Skip to main content

10-06-2010 | Bone health | Article

Vertebral fractures in the elderly may be traumatic


Free abstract

MedWire News: Vertebral fractures in the elderly may be traumatic in origin, UK researchers have discovered in findings that contradict the assumption that such fractures are osteoporotic in origin.

The most common osteoporotic fracture is vertebral body fracture, and a moderate force from daily activity may be enough to induce fracture. However, a vertebral fracture in an elderly person may in fact be due to a traumatic event that occurred recently or many years previously, even when bone density was normal.

To investigate further,Michael Adams, from the University of Bristol, and colleagues studied 73 cadaveric specimens of two vertebrae with the intervening intervertebral disc and ligaments, from 27 donors aged an average of 74 years.

Dual-energy X-ray absorptiometry was used to measure areal bone mineral density (BMD) in the lateral projection. Each specimen was compressed to failure at 3 mm/s on a materials testing machine, to a maximum deformation of 4 mm to prevent gross destruction of the vertebra.

Radiographically, the algorithm-based qualitative (ABQ) method was used to designate the specimens as having detectable or no discernible fractures, while any fractures were further classified as osteoporotic and/or traumatic in origin.

While there was no correlation between vertebral BMD and age, there was a strong and significant linear relationship between BMD and load failure in both males and females. Restricting the analysis to vertebral levels T11-T15, the correlation coefficient for both genders combined was 0.64.

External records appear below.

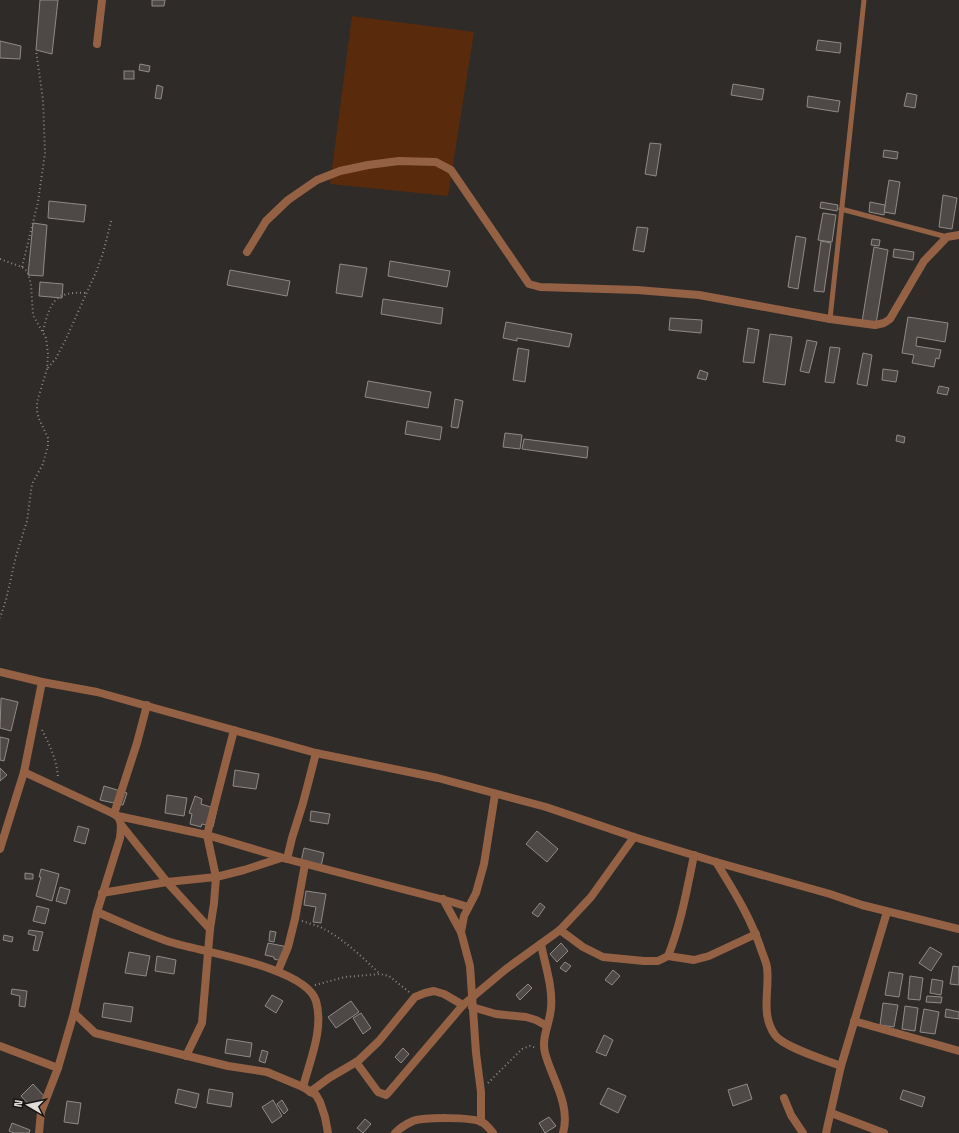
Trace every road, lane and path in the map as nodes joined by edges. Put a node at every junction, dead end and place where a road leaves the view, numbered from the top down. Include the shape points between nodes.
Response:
1 (102, 0) edge
2 (864, 0) edge
3 (97, 44) dead end
4 (36, 50) dead end
5 (841, 209) junction
6 (112, 218) dead end
7 (959, 235) edge
8 (947, 237) junction
9 (247, 252) dead end
10 (0, 259) edge
11 (22, 267) junction
12 (86, 293) junction
13 (830, 319) junction
14 (43, 332) junction
15 (47, 369) junction
16 (0, 618) edge
17 (0, 672) edge
18 (42, 682) junction
19 (146, 706) junction
20 (36, 719) junction
21 (234, 730) junction
22 (316, 753) junction
23 (24, 772) junction
24 (59, 790) junction
25 (494, 794) junction
26 (116, 815) junction
27 (122, 826) junction
28 (207, 836) junction
29 (634, 837) junction
30 (0, 849) edge
31 (694, 855) junction
32 (285, 859) junction
33 (716, 862) junction
34 (305, 864) junction
35 (216, 877) junction
36 (167, 882) junction
37 (102, 893) junction
38 (443, 899) junction
39 (468, 907) junction
40 (97, 912) junction
41 (887, 912) junction
42 (295, 919) junction
43 (210, 929) junction
44 (959, 929) edge
45 (560, 930) junction
46 (461, 932) junction
47 (756, 934) junction
48 (541, 944) junction
49 (208, 951) junction
50 (668, 956) junction
51 (278, 971) junction
52 (380, 974) junction
53 (308, 987) junction
54 (415, 997) junction
55 (472, 997) junction
56 (463, 1005) junction
57 (472, 1007) junction
58 (74, 1013) junction
59 (854, 1021) junction
60 (547, 1026) junction
61 (0, 1046) edge
62 (959, 1051) edge
63 (545, 1052) junction
64 (186, 1056) junction
65 (356, 1062) junction
66 (841, 1066) junction
67 (58, 1068) junction
68 (302, 1087) junction
69 (310, 1092) junction
70 (481, 1092) junction
71 (784, 1098) dead end
72 (831, 1112) junction
73 (481, 1122) junction
74 (39, 1133) edge
75 (328, 1133) edge
76 (395, 1133) edge
77 (493, 1133) edge
78 (563, 1133) edge
79 (802, 1133) edge
80 (826, 1133) edge
81 (884, 1133) edge

1 - 3 street
2 - 5 lane
4 - 11 path via 43,100 45,153 38,202
5 - 8 lane
5 - 13 lane
6 - 12 path via 97,270
7 - 8 street
8 - 13 street via 924,261 890,319 875,325
9 - 13 street via 266,222 288,200 317,180 340,171 368,165 436,162 452,170 529,284 540,287 699,295
10 - 11 path
11 - 14 path via 28,272 31,285 33,315
12 - 14 path via 71,292 57,298 46,317
12 - 15 path via 65,341
14 - 15 path via 48,354
15 - 16 path via 36,410 48,438 48,445 43,464 32,484 28,521
17 - 18 street
18 - 19 street via 98,692
18 - 20 street
19 - 21 street
19 - 26 street
20 - 23 street
20 - 24 path via 57,768
21 - 22 street
21 - 28 street
22 - 25 street via 438,778
22 - 32 street
23 - 24 street
23 - 30 street
24 - 26 street
25 - 29 street via 546,807
25 - 39 street via 484,864 476,893
26 - 27 street
26 - 28 street
27 - 36 street
27 - 37 street
28 - 32 street
28 - 35 street
29 - 31 street
29 - 45 street via 591,897
31 - 33 street
31 - 50 street via 679,922
32 - 34 street
32 - 35 street
33 - 41 street
33 - 47 street
34 - 38 street
34 - 42 street
35 - 36 street
35 - 43 street
36 - 37 street
36 - 43 street
37 - 40 street
38 - 39 street
38 - 46 street
39 - 46 street
40 - 49 street via 170,942
40 - 58 street
41 - 44 street
41 - 59 street
42 - 51 street via 288,947
42 - 52 path via 330,932 360,954
43 - 49 street
45 - 48 street
45 - 50 street via 583,947 603,957 658,961
46 - 55 street via 470,966
47 - 50 street via 702,958 694,960
47 - 66 street via 767,967 766,1009 769,1024 776,1036 786,1044
48 - 55 street via 506,968
48 - 60 street via 550,990 551,1008
49 - 51 street
49 - 64 street via 202,1023
51 - 53 street
52 - 53 path via 345,977
52 - 54 path via 389,976
53 - 68 street via 316,999 319,1015 317,1033
54 - 56 street via 434,991
54 - 65 street via 379,1041
55 - 56 street
55 - 57 street
56 - 65 street via 386,1094 378,1092
57 - 60 street via 496,1014 526,1017
57 - 70 street
58 - 64 street via 95,1033
58 - 67 street
59 - 62 street
59 - 66 street
60 - 63 street
61 - 67 street
63 - 70 path via 534,1047 522,1049
63 - 78 street via 561,1092
64 - 68 street via 267,1072
65 - 69 street
66 - 72 street
67 - 74 street via 41,1112
68 - 69 street
69 - 75 street via 316,1095 320,1102
70 - 73 street
71 - 79 street
72 - 80 street
72 - 81 street
73 - 76 street via 474,1119 425,1118 414,1120
73 - 77 street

Thirty-one specimens were found to have no discernible fractures, 26 had traumatic fractures, and 16 had osteoporotic fractures. Traumatic fracture specimens and specimens with no discernible fractures failed at a significantly higher load than those with osteoporotic fractures, Traumatic fracture specimens had a significantly higher BMD than osteoporotic fracture specimens, at 0.668 and 0.454 g/cm2, respectively.

The team concludes in the journal Bone: “Our study is the first in which mechanically induced vertebral fracture has been evaluated radiologically using the ABQ method and additional criteria.

“The results... show that fractures distinguished radiologically as being ‘osteoporotic’ occurred at lower forces and in specimens with lower mean BMD compared to ‘traumatic’ fractures.”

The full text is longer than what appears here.